What needs to be done:
Please indicate the number of lines in the listing below that include the string "dead"; add nothing else.
┄┄┄┄┄┄┄┄┄┄
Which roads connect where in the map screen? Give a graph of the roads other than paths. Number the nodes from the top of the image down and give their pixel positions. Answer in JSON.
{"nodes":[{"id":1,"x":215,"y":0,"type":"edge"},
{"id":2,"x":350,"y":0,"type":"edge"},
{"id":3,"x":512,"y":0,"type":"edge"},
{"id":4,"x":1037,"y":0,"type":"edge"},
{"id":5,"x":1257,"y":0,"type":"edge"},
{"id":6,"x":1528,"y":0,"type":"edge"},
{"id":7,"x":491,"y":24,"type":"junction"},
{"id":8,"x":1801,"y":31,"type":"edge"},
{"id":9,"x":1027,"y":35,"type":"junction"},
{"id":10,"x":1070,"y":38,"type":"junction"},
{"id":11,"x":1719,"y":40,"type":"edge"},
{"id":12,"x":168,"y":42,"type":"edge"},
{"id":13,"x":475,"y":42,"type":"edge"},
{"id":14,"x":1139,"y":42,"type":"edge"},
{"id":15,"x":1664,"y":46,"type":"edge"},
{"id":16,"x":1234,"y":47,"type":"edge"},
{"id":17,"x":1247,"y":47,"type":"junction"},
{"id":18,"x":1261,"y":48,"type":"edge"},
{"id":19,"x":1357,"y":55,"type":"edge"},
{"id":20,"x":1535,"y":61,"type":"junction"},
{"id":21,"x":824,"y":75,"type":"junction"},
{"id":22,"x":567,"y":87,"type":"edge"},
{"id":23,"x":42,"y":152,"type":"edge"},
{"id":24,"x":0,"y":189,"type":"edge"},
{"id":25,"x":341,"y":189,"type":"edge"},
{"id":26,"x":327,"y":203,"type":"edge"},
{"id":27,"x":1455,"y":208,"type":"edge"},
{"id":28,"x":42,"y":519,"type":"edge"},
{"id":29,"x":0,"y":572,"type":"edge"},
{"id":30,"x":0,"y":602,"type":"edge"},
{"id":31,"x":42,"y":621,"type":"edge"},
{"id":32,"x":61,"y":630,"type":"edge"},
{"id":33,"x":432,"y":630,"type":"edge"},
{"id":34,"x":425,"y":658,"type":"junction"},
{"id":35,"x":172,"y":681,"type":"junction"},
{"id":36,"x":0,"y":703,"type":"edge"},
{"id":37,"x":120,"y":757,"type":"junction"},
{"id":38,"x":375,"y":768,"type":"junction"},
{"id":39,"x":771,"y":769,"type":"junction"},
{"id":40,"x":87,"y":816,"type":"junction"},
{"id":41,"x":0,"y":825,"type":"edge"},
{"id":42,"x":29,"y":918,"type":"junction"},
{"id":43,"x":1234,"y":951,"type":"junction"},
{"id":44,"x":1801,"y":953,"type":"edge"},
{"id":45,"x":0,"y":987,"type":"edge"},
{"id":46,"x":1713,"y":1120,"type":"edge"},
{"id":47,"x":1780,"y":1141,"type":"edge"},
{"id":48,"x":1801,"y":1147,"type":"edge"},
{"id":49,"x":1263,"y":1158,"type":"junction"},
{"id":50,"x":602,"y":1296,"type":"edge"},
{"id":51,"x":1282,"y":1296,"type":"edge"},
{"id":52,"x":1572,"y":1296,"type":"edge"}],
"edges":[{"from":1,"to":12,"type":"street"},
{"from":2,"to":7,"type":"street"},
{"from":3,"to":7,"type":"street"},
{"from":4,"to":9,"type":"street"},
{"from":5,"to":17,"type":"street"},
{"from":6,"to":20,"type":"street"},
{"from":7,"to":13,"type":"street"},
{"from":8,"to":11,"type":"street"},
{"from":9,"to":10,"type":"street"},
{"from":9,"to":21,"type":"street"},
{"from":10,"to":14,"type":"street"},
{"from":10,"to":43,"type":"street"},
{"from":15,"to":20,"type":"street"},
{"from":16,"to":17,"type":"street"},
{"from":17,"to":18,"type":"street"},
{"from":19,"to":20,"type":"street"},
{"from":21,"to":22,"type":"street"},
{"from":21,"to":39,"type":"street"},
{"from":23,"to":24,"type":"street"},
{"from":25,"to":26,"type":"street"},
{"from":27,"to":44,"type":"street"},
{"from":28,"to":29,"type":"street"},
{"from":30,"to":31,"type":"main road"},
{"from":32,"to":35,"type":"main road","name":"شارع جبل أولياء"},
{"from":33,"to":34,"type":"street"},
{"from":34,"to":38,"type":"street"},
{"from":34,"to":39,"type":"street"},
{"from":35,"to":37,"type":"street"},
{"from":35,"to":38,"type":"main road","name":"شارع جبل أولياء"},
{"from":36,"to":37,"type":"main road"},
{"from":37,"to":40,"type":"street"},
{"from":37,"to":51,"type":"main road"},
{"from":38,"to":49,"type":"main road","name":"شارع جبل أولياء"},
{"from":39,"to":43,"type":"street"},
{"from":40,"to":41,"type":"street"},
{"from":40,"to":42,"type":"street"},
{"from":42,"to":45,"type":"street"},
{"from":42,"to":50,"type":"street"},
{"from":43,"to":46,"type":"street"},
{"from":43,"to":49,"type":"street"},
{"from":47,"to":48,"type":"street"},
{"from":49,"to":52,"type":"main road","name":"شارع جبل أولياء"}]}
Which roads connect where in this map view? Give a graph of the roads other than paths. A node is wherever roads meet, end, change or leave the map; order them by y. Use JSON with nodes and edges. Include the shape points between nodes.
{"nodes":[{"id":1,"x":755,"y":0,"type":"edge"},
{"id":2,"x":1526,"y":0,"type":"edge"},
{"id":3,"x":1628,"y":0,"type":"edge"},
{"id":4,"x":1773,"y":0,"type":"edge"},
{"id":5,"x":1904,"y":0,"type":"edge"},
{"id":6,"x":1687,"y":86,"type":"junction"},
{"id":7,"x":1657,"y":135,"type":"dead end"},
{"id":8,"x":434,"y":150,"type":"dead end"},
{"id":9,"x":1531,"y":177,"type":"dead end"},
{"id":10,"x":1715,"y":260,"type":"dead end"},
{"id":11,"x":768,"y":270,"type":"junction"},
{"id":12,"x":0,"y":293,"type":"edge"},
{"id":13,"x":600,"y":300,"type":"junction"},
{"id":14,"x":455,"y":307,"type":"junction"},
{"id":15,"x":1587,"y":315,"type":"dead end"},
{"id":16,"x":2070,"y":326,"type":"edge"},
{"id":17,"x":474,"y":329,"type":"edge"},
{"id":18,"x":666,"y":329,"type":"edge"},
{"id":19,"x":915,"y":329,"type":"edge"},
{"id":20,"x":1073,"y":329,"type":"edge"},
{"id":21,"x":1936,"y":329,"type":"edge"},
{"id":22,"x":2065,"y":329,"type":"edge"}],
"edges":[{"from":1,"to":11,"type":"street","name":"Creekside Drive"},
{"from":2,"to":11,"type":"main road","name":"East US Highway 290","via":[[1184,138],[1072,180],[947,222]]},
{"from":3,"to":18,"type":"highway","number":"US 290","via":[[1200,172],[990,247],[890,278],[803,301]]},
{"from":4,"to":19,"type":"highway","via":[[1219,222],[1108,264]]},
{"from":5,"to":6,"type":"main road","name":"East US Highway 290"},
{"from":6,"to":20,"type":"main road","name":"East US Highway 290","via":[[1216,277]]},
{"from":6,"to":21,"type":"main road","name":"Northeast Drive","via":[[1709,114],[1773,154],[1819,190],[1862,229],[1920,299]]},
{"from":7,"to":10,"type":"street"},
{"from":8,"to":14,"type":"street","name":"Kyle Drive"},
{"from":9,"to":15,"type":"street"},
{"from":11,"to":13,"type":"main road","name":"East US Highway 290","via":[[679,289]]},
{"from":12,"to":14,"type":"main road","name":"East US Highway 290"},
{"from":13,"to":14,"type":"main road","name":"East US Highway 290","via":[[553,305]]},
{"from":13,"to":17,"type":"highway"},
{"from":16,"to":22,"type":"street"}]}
┄┄┄┄┄┄┄┄┄┄
Answer to this task:
5